Performance issue in strange subroutine entry block

martinmath · ‎04-03-2023

Profiling strange performance issues seen with ifort (current oneapi release) using the linux perf tool pointed me to a strange code blocks I cannot make sense of, and which looks rather suspicous. Here is one such example which was generated using the -S compiler option in linux to obtain annotated assembler output:

        movq      $_DYNTYPE_PACK_35, 48+var$16618(%rip) # subroutine line
        movq      %r8, 56+var$16618(%rip)               # subroutine line
        movq      %r8, 80+var$16618(%rip)               # subroutine line
        movq      %r8, 96+var$16618(%rip)               # subroutine line
        movq      %r8, 88+var$16618(%rip)               # subroutine line
        movq      %r8, 72+var$16618(%rip)               # subroutine line
        movq      %r8, 104+var$16618(%rip)              # subroutine line
        movq      %r8, 112+var$16618(%rip)              # subroutine line
        movq      %r8, 32+var$16606(%rip)               # subroutine line
        movq      %r8, var$16606(%rip)                  # subroutine line
        movq      %r8, 16+var$16606(%rip)               # subroutine line
        movq      %r11, 48+var$16606(%rip)              # subroutine line
        movq      %r11, 48+var$16638(%rip)              # subroutine line
        movq      %r8, 80+var$16606(%rip)               # subroutine line
        movq      %r8, 96+var$16606(%rip)               # subroutine line
        movq      %r8, 88+var$16606(%rip)               # subroutine line

The "# subroutine line" actually points to the "subroutine name(arguments)" source line of the related subroutine the assembler code block belongs to. The subroutine itself appears as procedure in a derived-type.

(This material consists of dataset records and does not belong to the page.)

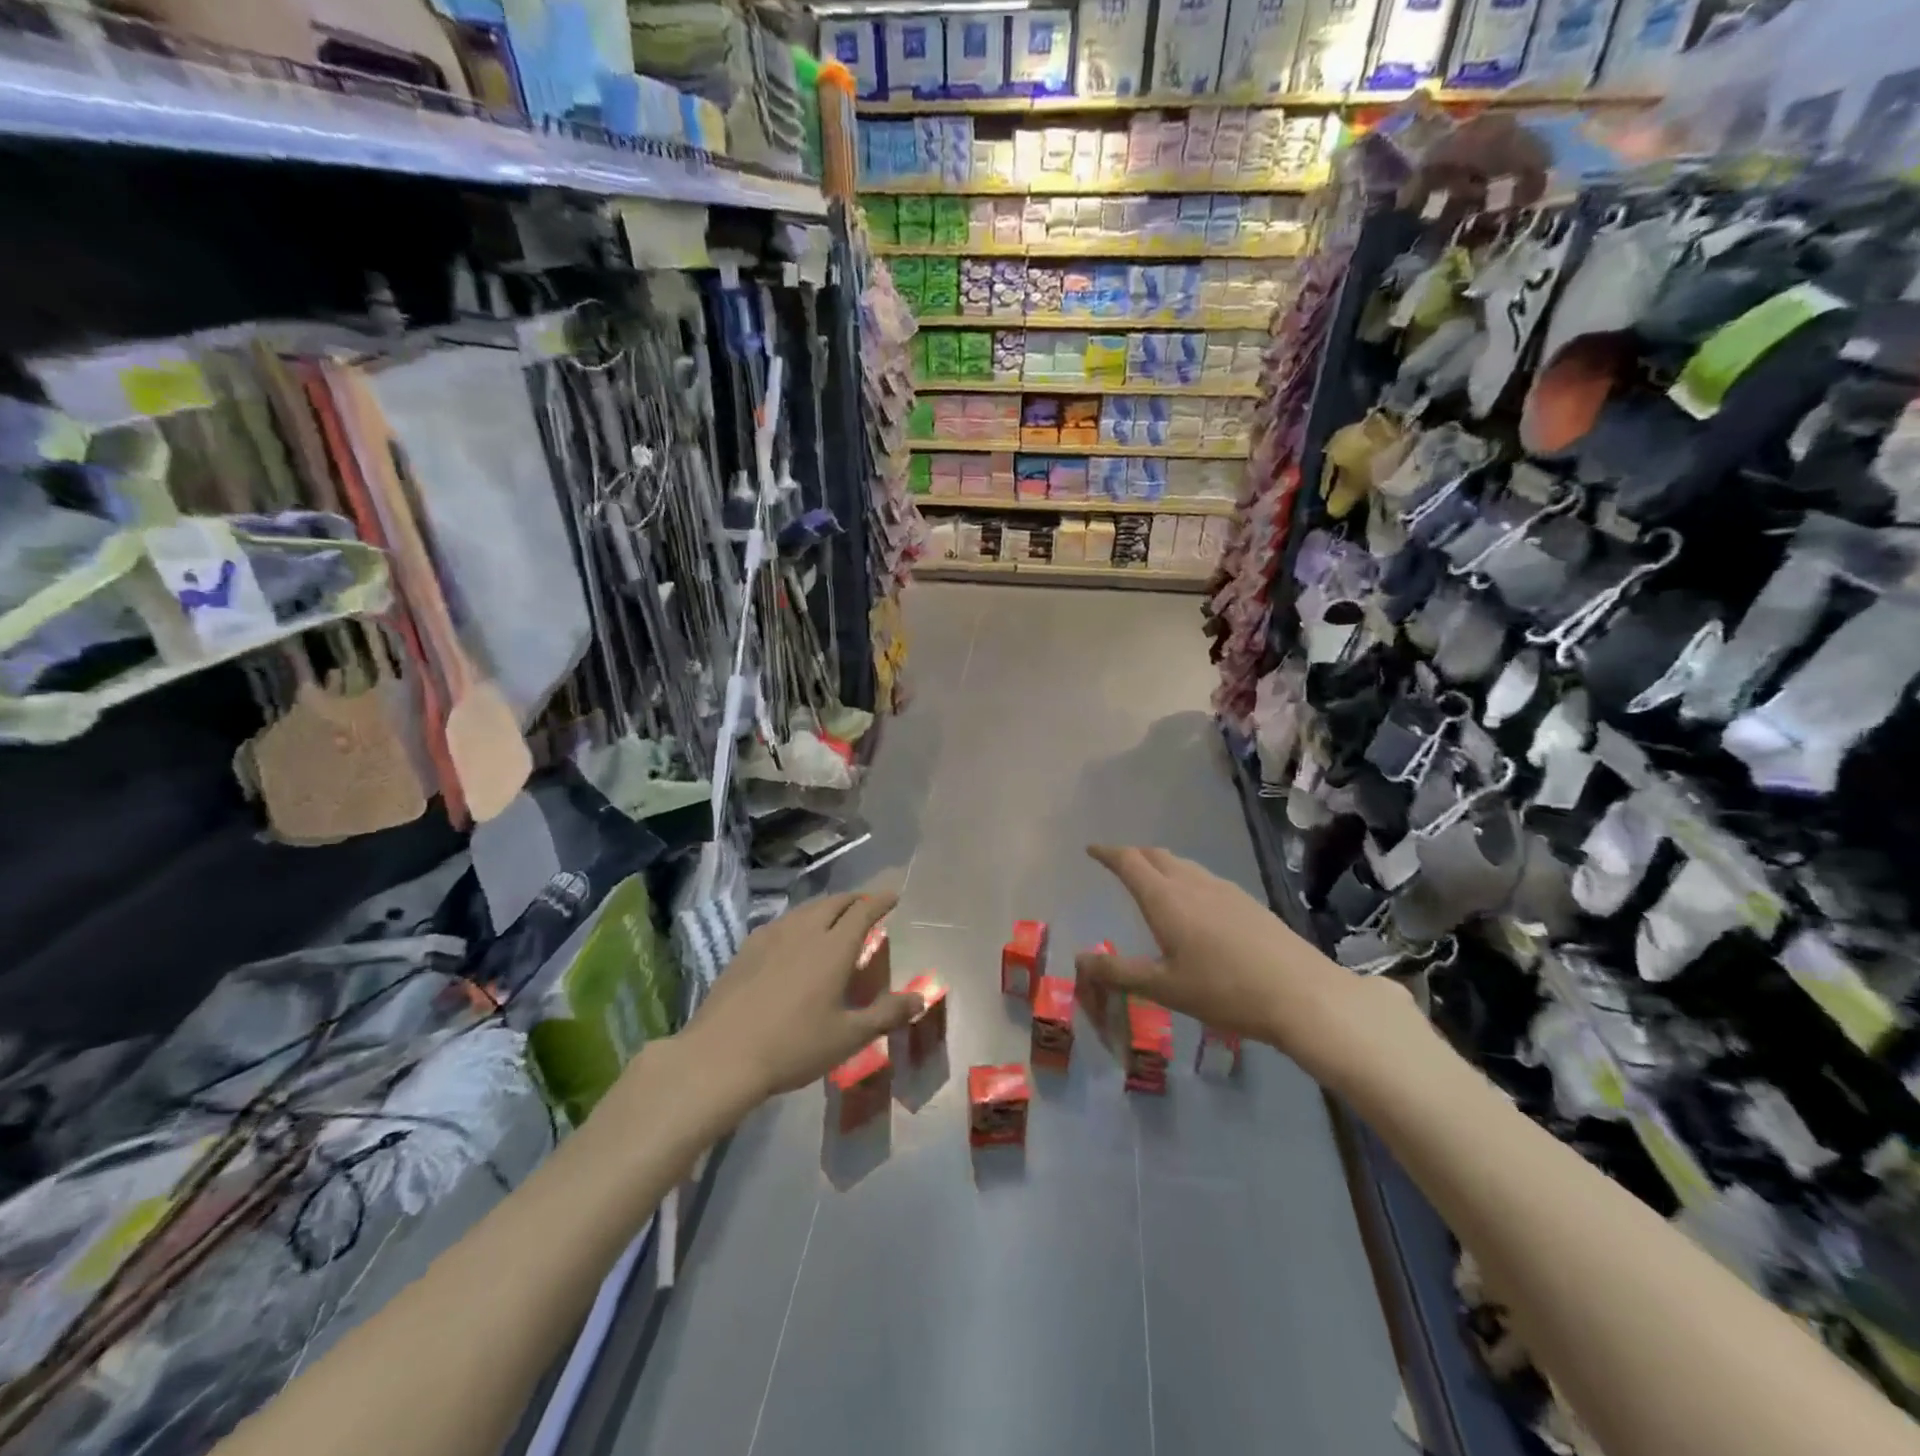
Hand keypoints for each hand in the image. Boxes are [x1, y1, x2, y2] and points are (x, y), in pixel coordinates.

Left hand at [678, 891, 921, 1107]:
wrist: (721, 1056)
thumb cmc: (793, 1046)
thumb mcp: (848, 1037)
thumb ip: (886, 1014)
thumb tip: (920, 998)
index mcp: (833, 948)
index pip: (863, 912)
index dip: (880, 901)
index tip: (892, 895)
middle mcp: (804, 932)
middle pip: (834, 903)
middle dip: (854, 899)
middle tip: (865, 905)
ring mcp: (771, 937)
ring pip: (806, 910)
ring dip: (826, 907)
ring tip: (833, 917)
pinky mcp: (747, 949)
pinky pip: (782, 922)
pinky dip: (799, 920)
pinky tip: (793, 938)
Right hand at [1076, 845, 1413, 1086]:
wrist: (1302, 994)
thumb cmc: (1224, 990)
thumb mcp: (1164, 988)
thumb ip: (1119, 973)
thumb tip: (1080, 959)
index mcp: (1166, 899)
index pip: (1129, 862)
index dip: (1107, 853)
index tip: (1091, 850)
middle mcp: (1192, 884)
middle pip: (1156, 855)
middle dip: (1133, 855)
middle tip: (1117, 864)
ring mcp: (1224, 890)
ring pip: (1183, 865)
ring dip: (1160, 865)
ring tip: (1152, 880)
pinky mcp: (1247, 902)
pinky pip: (1204, 877)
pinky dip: (1184, 878)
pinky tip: (1194, 904)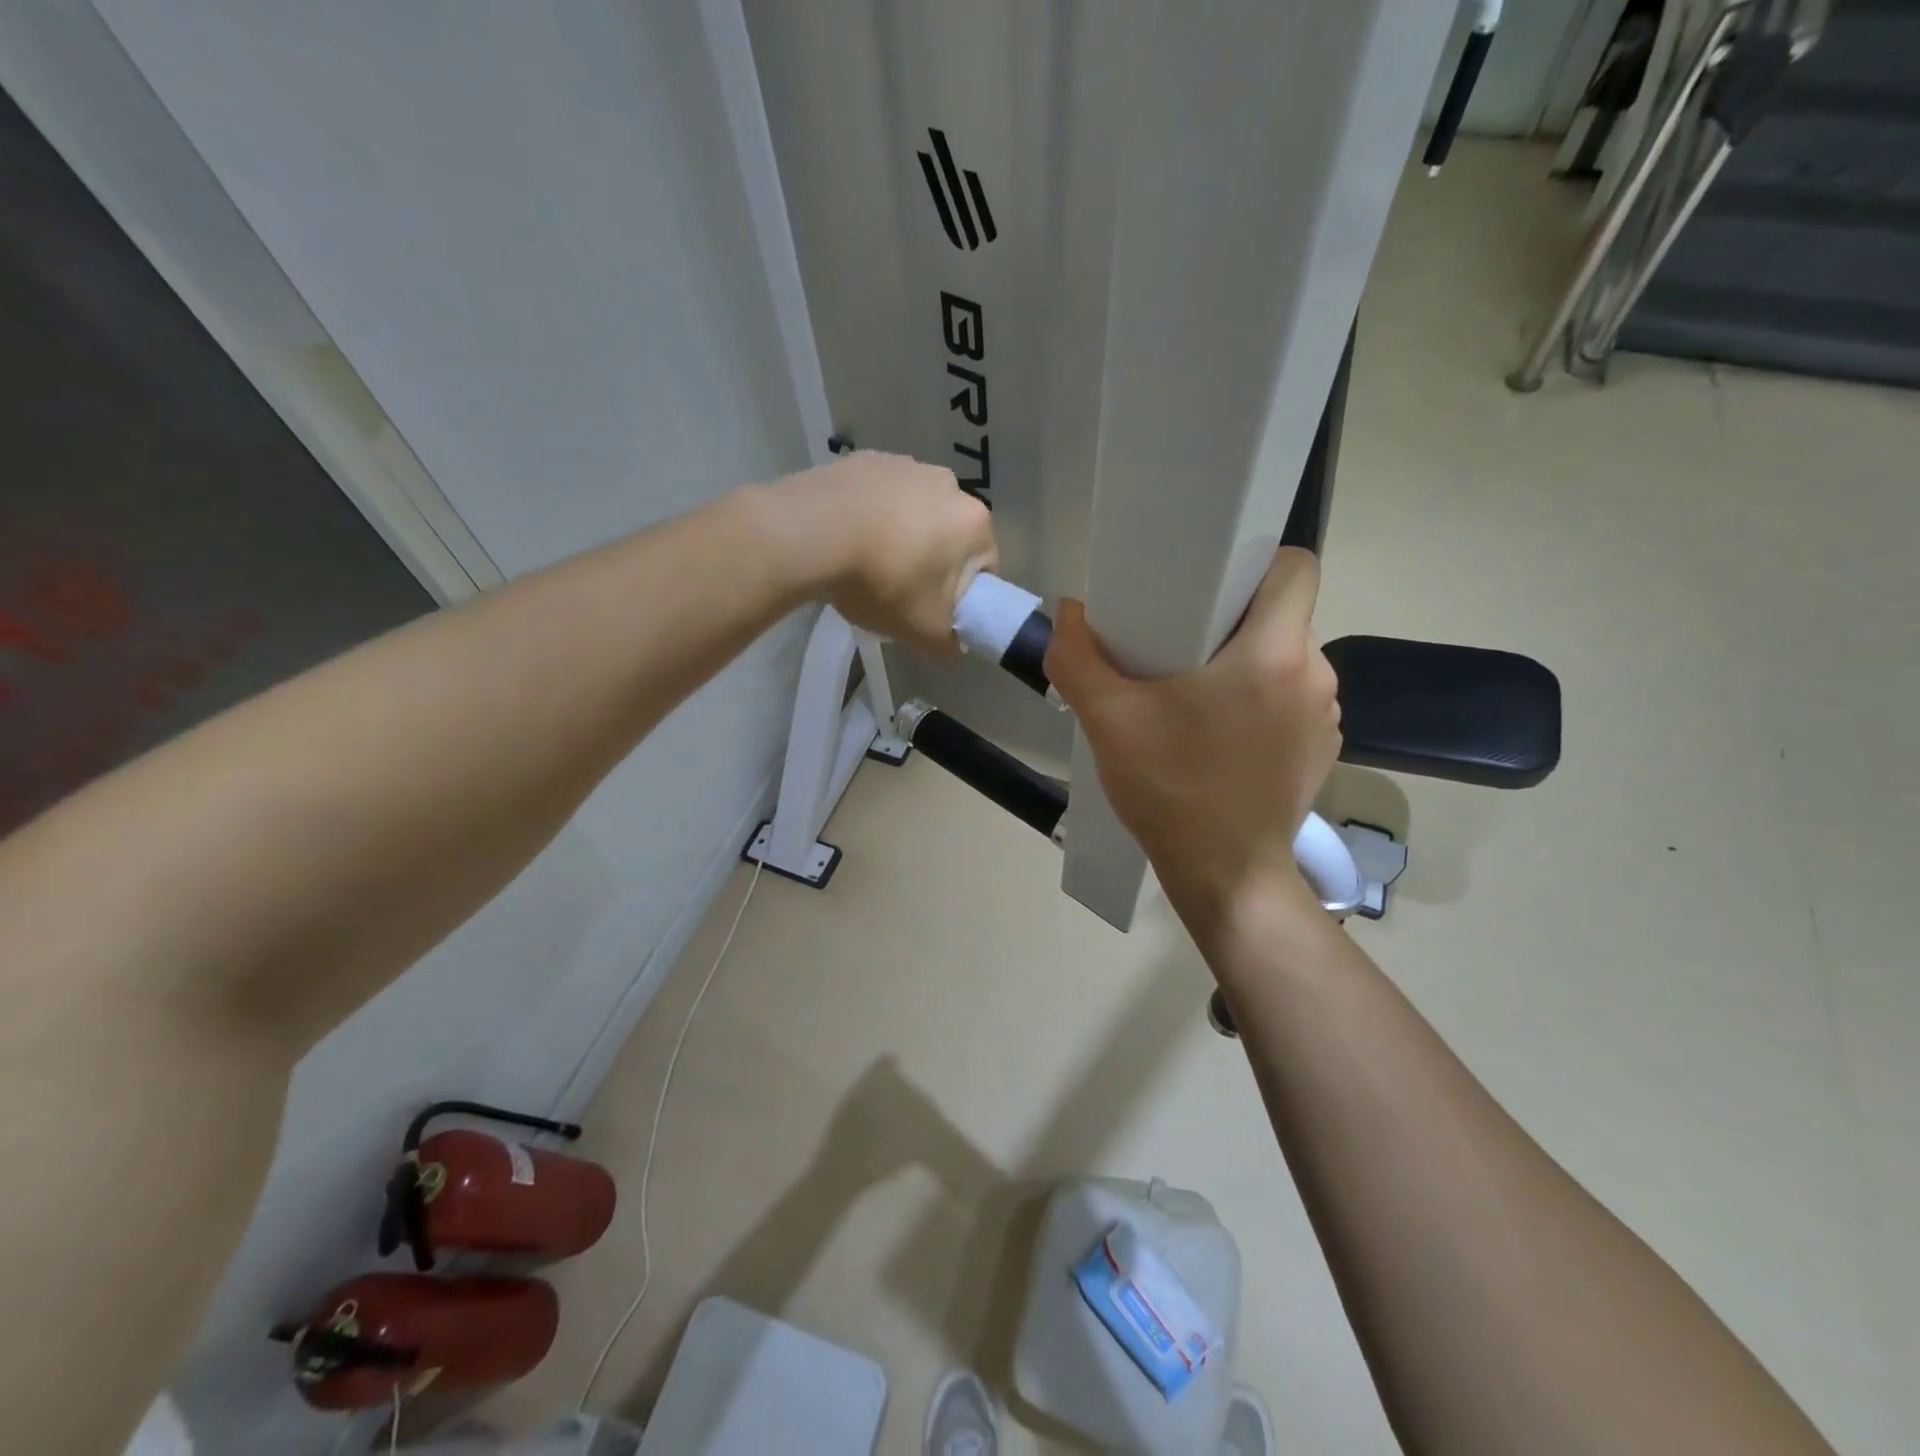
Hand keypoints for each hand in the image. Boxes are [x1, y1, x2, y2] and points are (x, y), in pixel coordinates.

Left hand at [772, 451, 996, 654]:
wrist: (811, 534)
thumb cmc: (883, 581)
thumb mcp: (923, 631)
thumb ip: (948, 645)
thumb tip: (952, 646)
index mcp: (974, 521)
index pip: (984, 568)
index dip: (962, 596)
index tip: (935, 612)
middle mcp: (948, 484)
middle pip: (948, 536)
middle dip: (930, 563)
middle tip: (899, 592)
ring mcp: (905, 465)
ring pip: (912, 513)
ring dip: (899, 537)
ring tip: (866, 565)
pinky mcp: (865, 459)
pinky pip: (877, 497)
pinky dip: (868, 516)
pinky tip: (845, 540)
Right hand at [1046, 546, 1341, 931]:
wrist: (1226, 876)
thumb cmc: (1171, 790)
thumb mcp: (1108, 721)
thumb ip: (1077, 657)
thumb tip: (1071, 611)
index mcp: (1273, 653)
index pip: (1294, 567)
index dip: (1256, 562)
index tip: (1210, 584)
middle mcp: (1314, 675)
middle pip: (1282, 615)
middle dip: (1234, 618)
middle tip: (1181, 643)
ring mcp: (1325, 717)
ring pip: (1287, 659)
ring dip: (1248, 664)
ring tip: (1196, 695)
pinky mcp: (1322, 750)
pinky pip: (1293, 701)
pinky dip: (1262, 703)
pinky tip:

What I can see here is that register values in %r8 and %r11 are written to an address relative to the current instruction pointer! As this routine is called from within an openmp parallel region, all threads seem to write to the same address in parallel.

If my assessment is correct, then this cannot make much sense? It would cause cache coherency traffic, and could explain why the profiler points to some of these instructions. Right? Moreover, that data is nowhere used in the assembler listing for the module, as far as I can see. So why write it? I have tried various command line options (-g0, -notraceback etc.) but it does not make any difference.

At the moment I am just confused and not even sure, whether my understanding of the assembler code is correct, I am not that fluent in assembler (in particular with the at&t versus intel syntax confusion, so seems to be at&t syntax).

The DYNTYPE_PACK reference points to some OOP magic, the concerned subroutine has class-arguments but no type arguments.

Can anyone help me to understand what is happening here and why the profiler complains about just these lines?

PS: The var$16618$ appears at the end of the assembler listing and looks like

var$16618:
	.type	var$16618,@object
	.size	var$16618,128
	.space 128	# pad
	.align 32

jimdempseyatthecove · ‎04-03-2023

Is the specific UDT declared as SAVE? Or is a module variable and the procedure is contained in the same module.

Note, older Fortran standards had default SAVE for procedure local UDTs and arrays.

-openmp should have made these stack based (as well as the newer language standards make them stack based).

Can you show your code?

Jim Dempsey

martinmath · ‎04-03-2023

I have not been able to find a small reproducer. But I will further try. I just wanted to know whether these code blocks ring any bells. Saved local variables are not involved. The dyn_type_pack can be found here in this forum 12 years ago. It looks like it has something to do with type descriptors (type<->class).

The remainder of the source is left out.